Problem to solve ▸ A set of records appears below. Print them all, word for word.
### Exercise materials ###
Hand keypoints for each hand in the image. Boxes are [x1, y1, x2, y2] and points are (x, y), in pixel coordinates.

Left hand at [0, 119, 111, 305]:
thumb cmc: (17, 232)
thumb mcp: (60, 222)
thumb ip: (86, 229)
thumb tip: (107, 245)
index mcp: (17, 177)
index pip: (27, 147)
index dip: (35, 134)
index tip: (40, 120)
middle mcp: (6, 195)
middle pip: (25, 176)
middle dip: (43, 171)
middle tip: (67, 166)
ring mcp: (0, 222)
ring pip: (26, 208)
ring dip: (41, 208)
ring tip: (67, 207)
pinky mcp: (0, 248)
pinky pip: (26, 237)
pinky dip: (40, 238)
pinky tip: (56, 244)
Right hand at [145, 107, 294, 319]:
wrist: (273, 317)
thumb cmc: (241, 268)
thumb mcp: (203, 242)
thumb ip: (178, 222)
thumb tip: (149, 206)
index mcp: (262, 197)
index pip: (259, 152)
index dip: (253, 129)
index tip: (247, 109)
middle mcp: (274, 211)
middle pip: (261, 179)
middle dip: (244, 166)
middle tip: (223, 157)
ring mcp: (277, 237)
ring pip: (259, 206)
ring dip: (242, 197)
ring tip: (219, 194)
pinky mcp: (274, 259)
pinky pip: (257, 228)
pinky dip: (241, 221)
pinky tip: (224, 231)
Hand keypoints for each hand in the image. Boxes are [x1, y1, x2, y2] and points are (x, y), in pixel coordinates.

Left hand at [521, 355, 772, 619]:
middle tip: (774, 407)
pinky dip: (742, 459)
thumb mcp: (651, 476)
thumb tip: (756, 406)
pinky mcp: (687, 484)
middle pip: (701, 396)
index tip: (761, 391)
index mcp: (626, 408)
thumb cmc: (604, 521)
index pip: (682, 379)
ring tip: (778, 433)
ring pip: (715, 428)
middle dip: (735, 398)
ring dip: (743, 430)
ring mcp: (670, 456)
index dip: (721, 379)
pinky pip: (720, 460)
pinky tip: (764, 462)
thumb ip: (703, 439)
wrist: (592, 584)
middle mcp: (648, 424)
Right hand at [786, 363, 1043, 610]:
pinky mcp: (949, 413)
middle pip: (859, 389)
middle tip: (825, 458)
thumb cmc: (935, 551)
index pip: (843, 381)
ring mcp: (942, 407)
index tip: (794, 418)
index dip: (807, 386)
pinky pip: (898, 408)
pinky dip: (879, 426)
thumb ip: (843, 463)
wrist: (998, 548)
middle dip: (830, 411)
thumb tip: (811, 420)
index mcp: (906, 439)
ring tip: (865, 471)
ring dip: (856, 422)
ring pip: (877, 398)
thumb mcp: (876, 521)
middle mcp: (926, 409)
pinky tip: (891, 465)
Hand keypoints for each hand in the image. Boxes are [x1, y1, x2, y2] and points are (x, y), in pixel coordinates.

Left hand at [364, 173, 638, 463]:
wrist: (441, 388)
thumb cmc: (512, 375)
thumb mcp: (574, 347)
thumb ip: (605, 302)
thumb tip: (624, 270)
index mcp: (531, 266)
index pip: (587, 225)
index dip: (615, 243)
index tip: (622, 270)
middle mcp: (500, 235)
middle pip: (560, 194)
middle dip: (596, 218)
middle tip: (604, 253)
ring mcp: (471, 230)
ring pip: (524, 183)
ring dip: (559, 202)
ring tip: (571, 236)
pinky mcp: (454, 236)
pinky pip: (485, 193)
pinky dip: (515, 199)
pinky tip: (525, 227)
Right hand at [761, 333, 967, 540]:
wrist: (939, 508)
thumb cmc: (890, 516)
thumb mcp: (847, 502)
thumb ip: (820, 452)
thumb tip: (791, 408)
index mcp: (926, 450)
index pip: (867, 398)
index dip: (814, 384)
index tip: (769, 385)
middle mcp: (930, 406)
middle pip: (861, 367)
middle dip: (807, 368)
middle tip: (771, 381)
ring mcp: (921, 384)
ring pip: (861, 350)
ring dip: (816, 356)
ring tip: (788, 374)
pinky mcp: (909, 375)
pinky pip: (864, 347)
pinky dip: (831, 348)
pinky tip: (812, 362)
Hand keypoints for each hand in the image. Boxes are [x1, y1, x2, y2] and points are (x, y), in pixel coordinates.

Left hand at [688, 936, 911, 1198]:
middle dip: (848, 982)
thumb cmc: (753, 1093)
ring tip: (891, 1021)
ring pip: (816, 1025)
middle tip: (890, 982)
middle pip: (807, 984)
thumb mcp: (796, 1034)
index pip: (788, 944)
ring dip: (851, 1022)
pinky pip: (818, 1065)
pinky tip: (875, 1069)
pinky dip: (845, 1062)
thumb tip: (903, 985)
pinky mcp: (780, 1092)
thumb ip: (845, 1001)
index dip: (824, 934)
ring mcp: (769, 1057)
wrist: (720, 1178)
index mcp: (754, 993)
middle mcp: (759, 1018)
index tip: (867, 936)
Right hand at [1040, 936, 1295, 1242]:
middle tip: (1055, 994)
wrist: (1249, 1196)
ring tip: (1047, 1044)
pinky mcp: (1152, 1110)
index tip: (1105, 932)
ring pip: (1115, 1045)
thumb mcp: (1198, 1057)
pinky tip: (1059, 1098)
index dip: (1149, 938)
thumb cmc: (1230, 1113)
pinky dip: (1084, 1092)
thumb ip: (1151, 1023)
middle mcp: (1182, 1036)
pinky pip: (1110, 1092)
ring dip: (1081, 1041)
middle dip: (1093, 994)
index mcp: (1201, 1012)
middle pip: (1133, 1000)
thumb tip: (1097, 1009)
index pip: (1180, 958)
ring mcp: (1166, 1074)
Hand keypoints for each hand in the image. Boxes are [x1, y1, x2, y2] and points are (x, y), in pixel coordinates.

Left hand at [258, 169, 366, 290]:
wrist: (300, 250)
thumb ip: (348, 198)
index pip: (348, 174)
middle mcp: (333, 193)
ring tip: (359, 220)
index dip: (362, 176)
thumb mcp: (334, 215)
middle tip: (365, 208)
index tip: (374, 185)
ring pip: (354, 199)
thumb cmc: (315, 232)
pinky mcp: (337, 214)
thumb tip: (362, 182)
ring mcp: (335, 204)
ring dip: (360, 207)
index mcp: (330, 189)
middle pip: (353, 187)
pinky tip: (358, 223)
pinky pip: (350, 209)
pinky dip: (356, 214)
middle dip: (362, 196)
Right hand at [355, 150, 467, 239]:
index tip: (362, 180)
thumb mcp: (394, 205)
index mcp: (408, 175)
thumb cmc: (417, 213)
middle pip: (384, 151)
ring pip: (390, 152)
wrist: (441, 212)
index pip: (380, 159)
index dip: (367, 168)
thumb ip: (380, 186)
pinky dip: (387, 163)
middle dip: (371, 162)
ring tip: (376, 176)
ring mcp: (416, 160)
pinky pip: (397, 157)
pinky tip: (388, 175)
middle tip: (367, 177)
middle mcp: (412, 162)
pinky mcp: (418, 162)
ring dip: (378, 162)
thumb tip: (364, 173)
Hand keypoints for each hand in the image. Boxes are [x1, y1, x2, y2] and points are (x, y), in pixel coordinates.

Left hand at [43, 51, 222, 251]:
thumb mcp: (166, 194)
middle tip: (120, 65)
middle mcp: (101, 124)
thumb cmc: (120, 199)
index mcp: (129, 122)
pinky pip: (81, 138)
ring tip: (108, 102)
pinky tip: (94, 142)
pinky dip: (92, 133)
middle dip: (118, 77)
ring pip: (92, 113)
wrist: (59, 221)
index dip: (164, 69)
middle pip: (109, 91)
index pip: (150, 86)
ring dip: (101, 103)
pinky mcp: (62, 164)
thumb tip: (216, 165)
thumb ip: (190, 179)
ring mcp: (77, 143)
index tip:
###
Expected answer ▸
Hand keypoints for each hand in the image. Boxes are [x1, y1, x2, y2] and points are (x, y), in pixel coordinates.

Left hand at [0, 119, 111, 305]:
thumb cmc: (17, 232)
thumb mcp: (60, 222)
thumb ip: (86, 229)
thumb tip: (107, 245)
index mcp: (17, 177)
index pip: (27, 147)
index dip: (35, 134)
index tip: (40, 120)
middle mcp: (6, 195)
middle pip: (25, 176)
middle dip: (43, 171)
middle tip: (67, 166)
ring mcp: (0, 222)
ring pip: (26, 208)
ring dip: (41, 208)
ring tip: (67, 207)
pinky mcp: (0, 248)
pinky pip: (26, 237)
pinky dip: (40, 238)
pinky tip: (56, 244)
Right hand at [145, 107, 294, 319]:
wrist: (273, 317)
thumb cmc: (241, 268)
thumb mcp: (203, 242)
thumb ip: (178, 222)
thumb tip: (149, 206)
index mcp: (262, 197)
index pip: (259, 152)
index dip: (253, 129)
index tip: (247, 109)
middle mcp: (274, 211)
middle pip: (261, 179)
middle dip: (244, 166)
middle tip: (223, 157)
ring mcp: (277, 237)
ring pip: (259, 206)
ring dip: (242, 197)
ring tip: (219, 194)
pinky mcp: (274, 259)
pinky pip: (257, 228)
pinky dip: (241, 221)
pinky tip: (224, 231)
Hand keypoints for each hand in the image. Boxes are [x1, y1, x2, y2] and points are (x, y), in pixel coordinates.

Left hand at [521, 355, 772, 619]:
middle tip: (774, 407)
pinky dip: (742, 459)
thumb mcp: (651, 476)
thumb tip: (756, 406)
pinky mcp: (687, 484)
middle pip: (701, 396)
index tip: (761, 391)
index mcp: (626, 408)
thumb cmc: (604, 521)
index pip: (682, 379)
ring tip: (778, 433)
ring pip: (715, 428)
middle dip: (735, 398)
ring dip: (743, 430)
ring mcp: (670, 456)
index dip: (721, 379)
pinky pip: (720, 460)
pinky tip: (764, 462)
thumb ip: (703, 439)
wrist: (592, 584)
middle mcp: (648, 424)
Right hand at [786, 363, 1043, 610]:
pinky mcp: (949, 413)
middle pip: (859, 389)
middle tip: (825, 458)
thumb cmc: (935, 551)
index pip: (843, 381)
ring mcp: (942, 407)
index tip: (794, 418)
index dip: (807, 386)
pinky pip: (898, 408)
pinky dip: (879, 426)
thumb ip: (843, 463)
wrist: (998, 548)
middle dip: (830, 411)
thumb tip: (811, 420)
index mcp: (906, 439)
ring tip: (865, 471)
ring dip: (856, 422)
ring pip: (877, 398)
thumb mcp: (876, 521)
middle mcp: (926, 409)
pinky tip: (891, 465)
Hand keypoints for each hand in the image. Boxes are [x1, y1, x2, y2] and points are (x, y), in pixel coordinates.

Left hand at [364, 173, 638, 463]:
wrist: (441, 388)
thumb cmc: (512, 375)
thumb mcp: (574, 347)
thumb ip: (605, 302)
thumb tip: (624, 270)
index mcp: (531, 266)
index pip: (587, 225)
index dip: (615, 243)
index tip: (622, 270)
middle mcp: (500, 235)
middle pip: (560, 194)
middle dip: (596, 218)
middle tip: (604, 253)
ring mcp: (471, 230)
ring pip: (524, 183)
ring dip: (559, 202)
ring tip: (571, 236)
pinky mcp: (454, 236)
pinky pip: (485, 193)
pinky dip: (515, 199)
pinky tip: (525, 227)
Right hand at [761, 333, 967, 540]:
wrist: (939, 508)
thumb cmc: (890, 516)
thumb mcp: (847, 502)
thumb ip: (820, 452)
thumb tip: (791, 408)
index mcp: (926, 450)
index pip: (867, 398)
index dip: (814, 384)
index tip: (769, 385)
middle mcp: (930, 406)
middle pip: (861, 367)
middle dip: (807, 368)
middle tip: (771, 381)
ring mcp: (921, 384)
ring pip: (861, 350)
ring dip: (816, 356)
ring tip: (788, 374)
pinky mcp: (909, 375)
pinky pip: (864, 347)
pinky dip: (831, 348)
pinky tip: (812, 362)
Hand keypoints for each hand in the image. Boxes are [x1, y1, x2, y2] and points are (x, y), in pixel coordinates.

Left hand at [688, 936, 911, 1198]:
middle dip: (848, 982)
thumb cmc: (753, 1093)
ring tip: (891, 1021)
ring pip: (816, 1025)
middle tip: (890, 982)
middle pip: (807, 984)
thumb mcp: (796, 1034)
index pip: (788, 944)
ring dip: (851, 1022)
pinky pip: (818, 1065)
pinky tip: (875, 1069)
pinky dip: (845, 1062)
thumb tip: (903, 985)
pinky mcp: (780, 1092)
thumb ip: (845, 1001)
index dip: (824, 934)
ring mcp: (769, 1057)
wrist: (720, 1178)
index mcp: (754, 993)
middle mcp: (759, 1018)
index tip: (867, 936)
Right hand at [1040, 936, 1295, 1242]:
middle tip: (1055, 994)
wrist: (1249, 1196)
ring tip: (1047, 1044)
pinky mcp: (1152, 1110)
index tip: (1105, 932)
ring pip: (1115, 1045)
thumb mcp: (1198, 1057)
pinky tip: (1059, 1098)
index dip: (1149, 938)
thumb cmc: (1230, 1113)
pinky dip: (1084, 1092)
thumb ip: (1151, 1023)
middle mcp: (1182, 1036)
pinky pip: (1110, 1092)
ring dip: (1081, 1041)
middle dip: (1093, 994)
index mcp: (1201, 1012)
middle pip: (1133, 1000)
thumb tip: (1097, 1009)
index pip: (1180, 958)
ring mcp: (1166, 1074)
Hand keypoints for each hand in the image. Boxes are [x1, y1, x2, y2] and points are (x, y), in pixel coordinates.

Left hand at [258, 169, 366, 290]:
wrist: (300, 250)
thumb ip: (348, 198)
index pip: (348, 174)
middle mcp: (333, 193)
ring tip: (359, 220)
index dip: (362, 176)
thumb mcp: (334, 215)
middle tip: (365, 208)
index tip: (374, 185)
ring pip: (354, 199)
thumb cmc: (315, 232)
pinky mcp: (337, 214)
thumb tip: (362, 182)
ring mcp: (335, 204)
ring dip: (360, 207)
index mcp: (330, 189)
middle pip: (353, 187)
pinky tip: (358, 223)
pinky pip: (350, 209)
pinky dip: (356, 214)
middle dip: (362, 196)
Right hand at [355, 150, 467, 239]:
index tip: (362, 180)
thumb mcp: (394, 205)
index mcp: (408, 175)
thumb cmc: (417, 213)
middle pip: (384, 151)
ring pip: (390, 152)
wrist: (441, 212)
index pip: (380, 159)
index dip: (367, 168)
thumb ip: (380, 186)
pinky dip: (387, 163)
middle dip: (371, 162)
ring tip: (376, 176)
ring mcp: (416, 160)
pinky pip: (397, 157)
pinky tip: (388, 175)
middle tip: (367, 177)
middle mcp: (412, 162)
pinky mcp: (418, 162)
ring dip: (378, 162)
thumb tip: (364, 173)
Hand keypoints for each hand in the image. Boxes are [x1, y1, x2, y2] and points are (x, y), in pixel coordinates.

Left hand at [43, 51, 222, 251]:
thumb mcp: (166, 194)
middle tip: (120, 65)
middle mcp: (101, 124)
thumb cmc: (120, 199)
index mcp: (129, 122)
pinky pip: (81, 138)
ring tip: (108, 102)
pinky tip: (94, 142)
pinky dip: (92, 133)
middle dip: (118, 77)
ring pip: (92, 113)
wrist: (59, 221)
index dip: (164, 69)
middle pip: (109, 91)
index pip: (150, 86)
ring dip: (101, 103)
pinky mcp: (62, 164)
thumb tip: (216, 165)
thumb ip: (190, 179)
ring mcp: (77, 143)
index tip:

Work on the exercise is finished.